### WHAT IS REQUIRED
Every line holding "ГОВОРОВА" should be copied from the records below.

Top of GIVEN DATA

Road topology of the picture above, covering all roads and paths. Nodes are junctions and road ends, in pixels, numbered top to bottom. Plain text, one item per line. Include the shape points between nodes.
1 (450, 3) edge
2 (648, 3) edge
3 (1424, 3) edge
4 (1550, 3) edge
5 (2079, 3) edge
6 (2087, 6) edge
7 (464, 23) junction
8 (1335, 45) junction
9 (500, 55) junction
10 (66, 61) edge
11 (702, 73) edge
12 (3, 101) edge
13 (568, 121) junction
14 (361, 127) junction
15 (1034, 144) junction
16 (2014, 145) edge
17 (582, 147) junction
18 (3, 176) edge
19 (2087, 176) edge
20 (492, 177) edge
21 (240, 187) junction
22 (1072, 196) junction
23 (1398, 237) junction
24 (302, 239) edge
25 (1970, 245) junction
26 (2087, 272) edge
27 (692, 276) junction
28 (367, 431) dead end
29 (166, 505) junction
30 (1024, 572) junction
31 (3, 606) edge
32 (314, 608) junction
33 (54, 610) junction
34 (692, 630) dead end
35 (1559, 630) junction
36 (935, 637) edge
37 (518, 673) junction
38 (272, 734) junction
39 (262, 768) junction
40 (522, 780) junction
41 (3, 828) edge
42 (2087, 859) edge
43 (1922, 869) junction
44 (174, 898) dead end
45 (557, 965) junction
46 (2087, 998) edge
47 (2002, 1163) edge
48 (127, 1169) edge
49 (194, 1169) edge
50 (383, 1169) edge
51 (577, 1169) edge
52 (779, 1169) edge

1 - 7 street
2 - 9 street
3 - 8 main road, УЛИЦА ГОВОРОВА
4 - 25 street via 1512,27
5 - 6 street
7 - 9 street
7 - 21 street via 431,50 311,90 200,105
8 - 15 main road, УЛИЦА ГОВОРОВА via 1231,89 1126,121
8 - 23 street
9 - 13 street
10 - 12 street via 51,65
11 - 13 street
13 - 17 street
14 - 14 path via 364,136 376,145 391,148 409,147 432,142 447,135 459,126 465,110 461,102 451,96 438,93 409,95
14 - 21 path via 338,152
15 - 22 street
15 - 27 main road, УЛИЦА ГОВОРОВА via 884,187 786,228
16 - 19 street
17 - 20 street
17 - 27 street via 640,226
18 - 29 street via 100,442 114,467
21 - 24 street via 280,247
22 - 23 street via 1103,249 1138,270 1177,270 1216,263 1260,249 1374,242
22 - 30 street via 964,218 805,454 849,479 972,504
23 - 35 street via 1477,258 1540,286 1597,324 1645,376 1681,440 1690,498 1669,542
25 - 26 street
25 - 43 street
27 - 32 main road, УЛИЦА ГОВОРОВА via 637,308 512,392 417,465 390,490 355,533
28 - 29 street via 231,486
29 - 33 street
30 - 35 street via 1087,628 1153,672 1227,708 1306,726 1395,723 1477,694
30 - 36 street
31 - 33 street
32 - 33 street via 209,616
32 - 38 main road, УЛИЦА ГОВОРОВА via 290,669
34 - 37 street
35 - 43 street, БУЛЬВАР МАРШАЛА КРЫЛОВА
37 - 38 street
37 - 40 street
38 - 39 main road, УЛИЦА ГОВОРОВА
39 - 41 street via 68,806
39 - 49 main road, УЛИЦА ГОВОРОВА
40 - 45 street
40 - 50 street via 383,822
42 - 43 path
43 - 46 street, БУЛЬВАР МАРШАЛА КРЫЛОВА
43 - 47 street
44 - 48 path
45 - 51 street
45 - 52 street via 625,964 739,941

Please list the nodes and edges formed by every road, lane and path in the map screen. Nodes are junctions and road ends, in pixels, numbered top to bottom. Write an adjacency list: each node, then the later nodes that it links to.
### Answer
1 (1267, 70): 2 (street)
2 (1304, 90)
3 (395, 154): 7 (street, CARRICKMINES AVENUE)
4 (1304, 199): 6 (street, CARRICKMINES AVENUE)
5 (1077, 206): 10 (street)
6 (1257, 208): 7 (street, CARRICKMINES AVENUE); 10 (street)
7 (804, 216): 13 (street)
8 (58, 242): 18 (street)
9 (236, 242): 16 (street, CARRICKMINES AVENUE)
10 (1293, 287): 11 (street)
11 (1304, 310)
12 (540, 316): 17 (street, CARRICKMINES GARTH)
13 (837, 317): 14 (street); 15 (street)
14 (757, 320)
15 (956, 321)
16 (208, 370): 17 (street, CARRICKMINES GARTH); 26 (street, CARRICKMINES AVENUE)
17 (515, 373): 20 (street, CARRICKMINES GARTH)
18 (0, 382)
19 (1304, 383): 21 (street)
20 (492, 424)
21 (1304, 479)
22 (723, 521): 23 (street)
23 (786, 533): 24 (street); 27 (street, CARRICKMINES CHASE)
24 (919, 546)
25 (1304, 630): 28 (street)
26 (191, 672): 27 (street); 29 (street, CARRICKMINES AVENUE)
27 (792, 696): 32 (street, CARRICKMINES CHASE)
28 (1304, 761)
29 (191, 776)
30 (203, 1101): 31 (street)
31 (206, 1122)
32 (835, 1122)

Bottom of GIVEN DATA

### SOLUTION FOR THIS TASK
3 - 8 main road, УЛИЦА ГОВОРОВА
8 - 15 main road, УЛИЦА ГОВОРОВА via 1231,89 1126,121
15 - 27 main road, УЛИЦА ГОВОРОВА via 884,187 786,228
27 - 32 main road, УЛИЦА ГОВОРОВА via 637,308 512,392 417,465 390,490 355,533
32 - 38 main road, УЛИЦА ГОВОРОВА via 290,669
38 - 39 main road, УЛИЦА ГОВОРОВА
39 - 49 main road, УЛИЦА ГОВОРОВА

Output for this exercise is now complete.